What is it with, "like a tree that stands by the waterside, we shall not be moved"?
When I think of the waterside, I tend to think of the edge of a river, and when I think of a river, I imagine a thing that periodically rises up to overwhelm the countryside, sweeping away everything along its banks. So the waterside seems like the worst place to be if you don't want to be moved. I guess the song might suppose that humans, rather than nature, are doing the tree-removal, in which case it would make sense to keep the trees near the edge of the water to stabilise the banks. But it does seem to be a rather peculiar and dubiously-applicable metaphor.

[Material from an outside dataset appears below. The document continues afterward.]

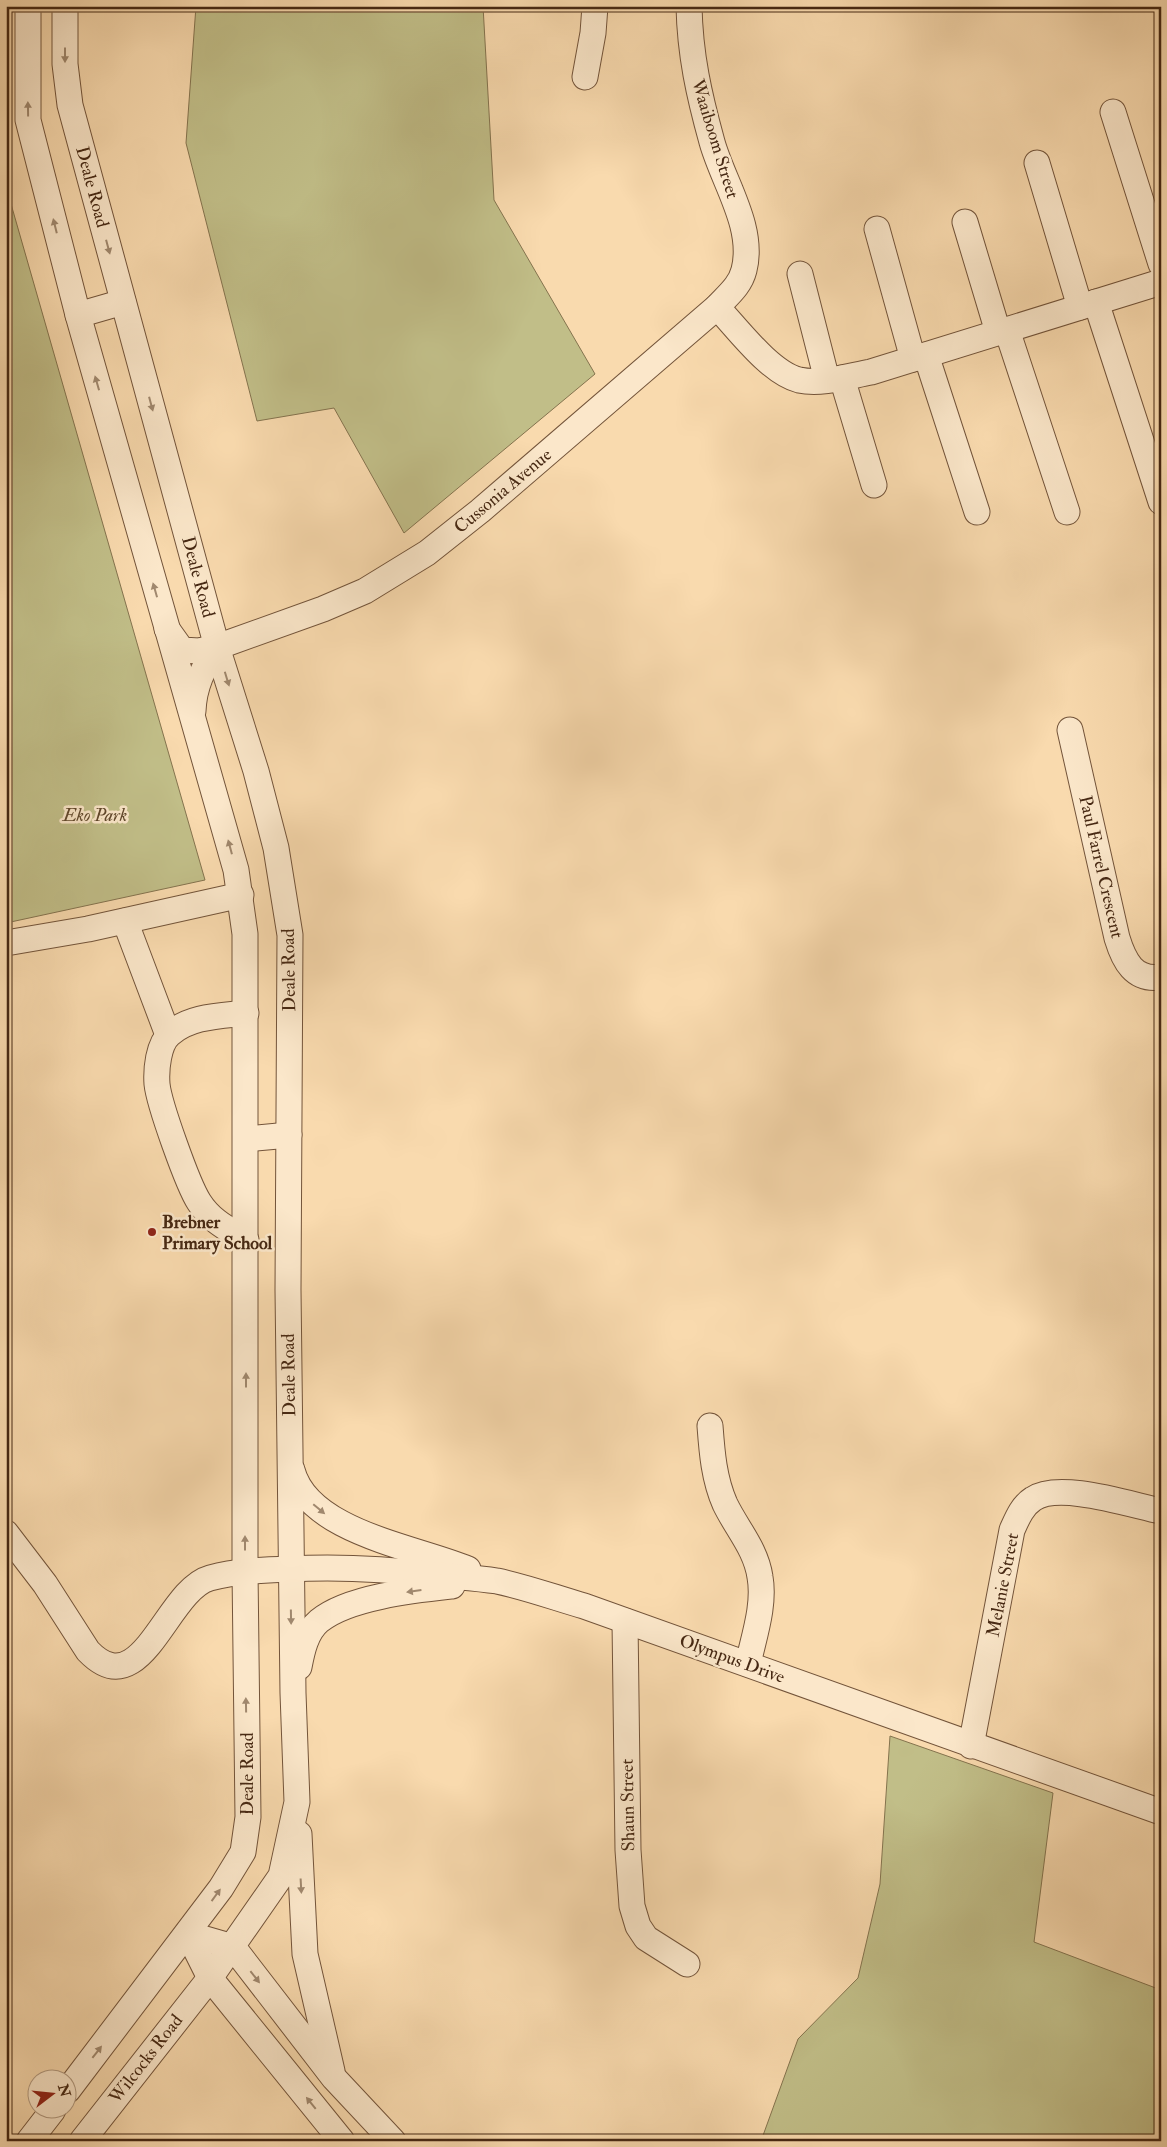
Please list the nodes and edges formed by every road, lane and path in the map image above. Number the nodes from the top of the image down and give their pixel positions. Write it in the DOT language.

Similarly, there is a hymn (which none of you might ever have heard) that says: "Peace is flowing like a river, flowing out for you and me, flowing out into the desert..." Now, having grown up somewhere where there actually were rivers flowing out into a desert, my experience is that they either: (1) Don't flow at all; or, (2) Flow in a seething mass of brown rapids, sweeping away unlucky motor vehicles and the aforementioned waterside trees. Thus, a river flowing out into the desert would seem to be a good metaphor for the pre-peace injustice-->justice transition, with much hanging of collaborators from lampposts and tracer bullets lighting up the sky over the besieged Ministry of Information, but is hardly very appropriate for peace per se...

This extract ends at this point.